The clinical psychologist who administered the ADOS test and went through the lengthy questionnaires we filled in relating to DS (2.3) has said she hopes to get the results/diagnosis back to us by the end of this week.
We are not in the UK so things are a bit different here, all assessments are privately funded as is SALT, ABA and other therapies including Denver Model sessions. The psych. filmed the ADOS and discussed/shared it with another qualified person and they are the ones who will make the call together rather than a panel.
I am finding waiting for the results very difficult. I alternate between frantic reading of threads here and autism books, and trying to just carry on as normal, feeling very exhausted (I am fighting a virus/cough thing which has gone on for nearly 3 weeks - quite possibly stress isn't helping as I am rarely ill).
I am dreading the result yet also desperate to know because the waiting is chewing me up. Can you tell me how you felt before and after? It would help to know how other people felt and coped.
dearest trucks! hand holding thru this. it is difficult - that time but look at the bright side. you will know v v early - 2.3 yrs old My Goodness! You have time on you hand bloody...big time
same - in our case, I really don't think there could have been any other interpretation of his ADOS -but the suspense was all consuming until we heard from them
you take care of yourself
How I played the waiting game? hmmm
There is something wrong, there is nothing wrong, I hope they hurry up, I dont want to know, they wont spot anything, they will think I am potty and its all in my head, I hope they tell me I am imagining it all and its just a dream. Its not my parenting, they will say its my parenting.
You name it I thought it It will be ok, its good and early if you get a dx so soon. Plenty of time to help your DC get support lined up well before school
Thank you all very much. I know people in UK have to wait horribly long and I guess I'm lucky it will be quicker here (am an expat). Downside is the crippling expense. And the lack of support: no family or friends for 12000 miles. I just wish I knew now; I'm all over the place and it's just exhausting, the hope and the anxiety and the worry and the sadness. It's hoping that it will all be ok that's the most tiring. I am grateful for the virtual hand holding here. Apart from DH there is nobody to talk to at all about it.

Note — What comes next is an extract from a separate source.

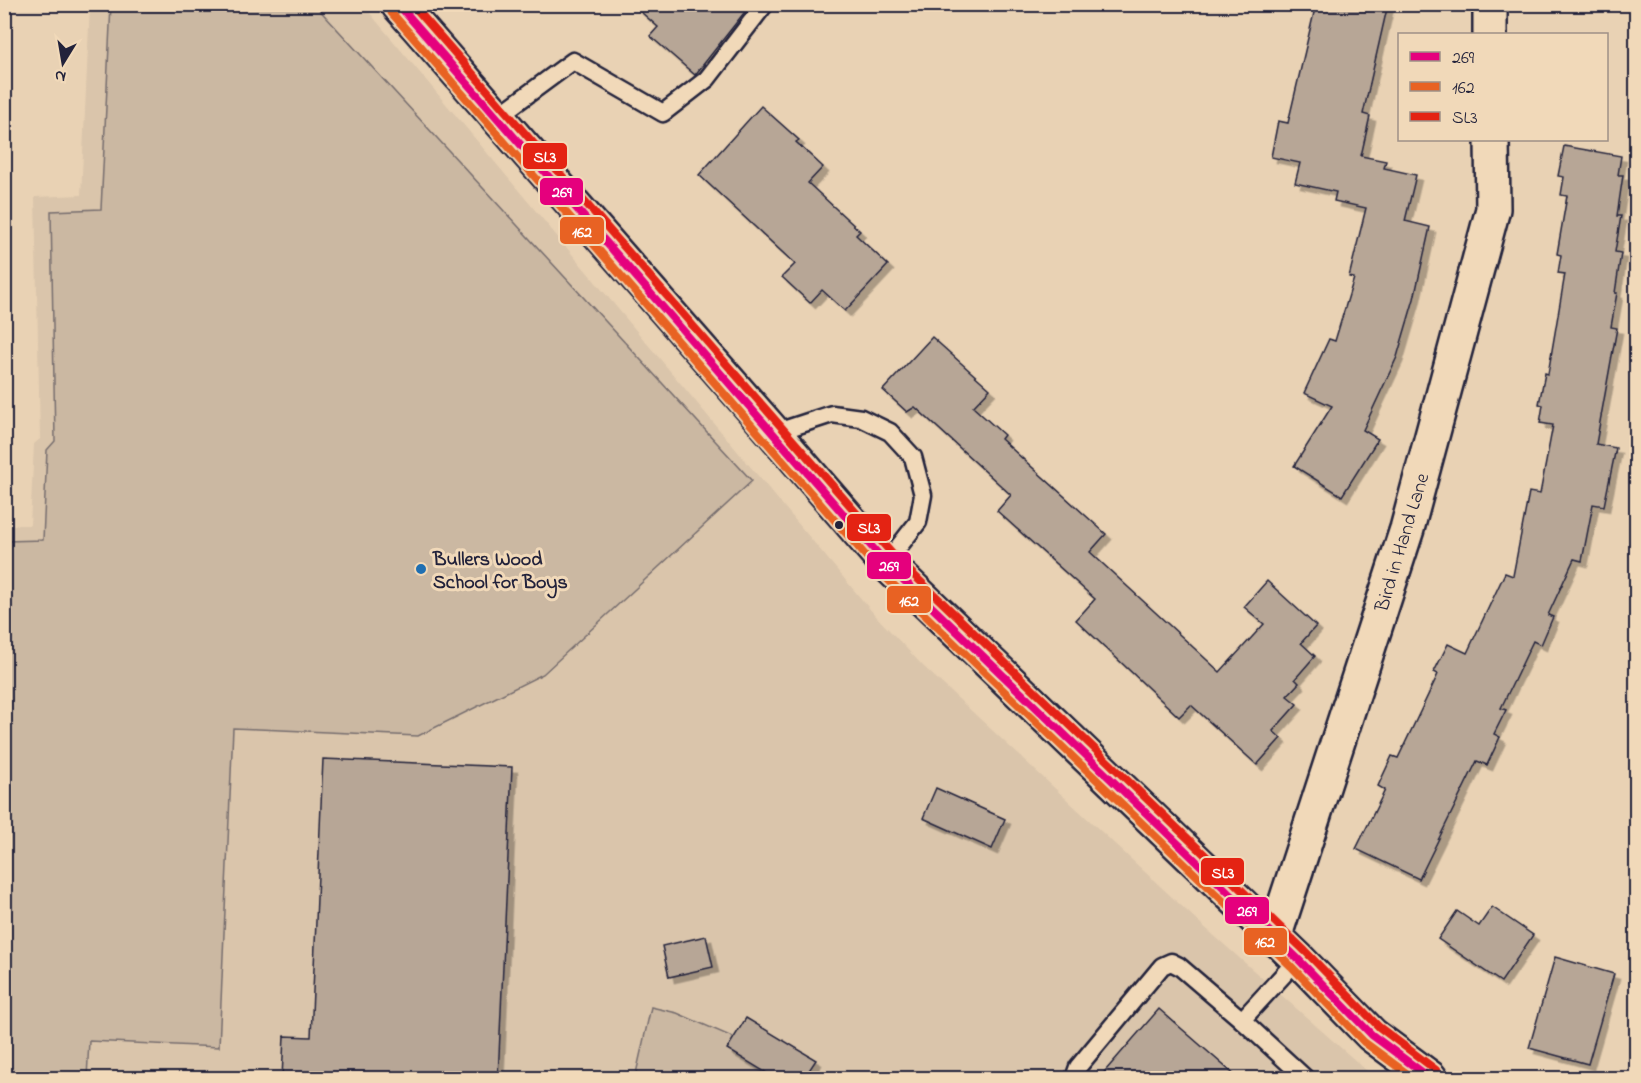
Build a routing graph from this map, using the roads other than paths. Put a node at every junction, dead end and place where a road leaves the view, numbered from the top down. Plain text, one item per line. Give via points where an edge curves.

i've got all this to come. I'm struggling now so god help me when i get to your stage. I keep trying to tell myself to take a day at a time. Stay strong.
There is always someone here to hold your hand along the way
This is the worst part I think the not knowing. All you can do really is be kind to yourself. When I got dx which was a couple of weeks less than a year ago now I was glad it was over, happy I could now help DS but heartbroken because I wanted to be wrong at the same time.
I kept playing the proffs words over and over like a video in my head and tbh it wasnt until I read it all in black and white that it was no longer a foggy dream.
I am fine now well fine as can be fine lol. DS is really doing well and understands himself more which has helped greatly now we have support in place for his education etc.
What I still find so tough and cant shake off is the months of non belief, blame and accusations. Its definitely messed with my head more than I sometimes admit. It hasnt driven me mad but pretty close!
You will get there it all takes time just pace yourself slowly.
Uncertainty is often worse than bad news. You feel there's a chance you can 'do something' if you're handed a difficulty. Not-knowing is just scary and disempowering.
Ds(7) was diagnosed with ASD Monday so the waiting is very fresh and coff33pot has nailed it. Can't say I 'dealt' with the waiting rather than 'endured' it. Ds has been known to pead and SALT since he was 2 and had support in school since the day he started nursery so I suppose I have been waiitng to find out what Ds had for 5 years, everything always seemed to crawl, months between appointments, delaying assesments, but that last week of build up, seeing the end in sight (maybe) was nerve wrecking.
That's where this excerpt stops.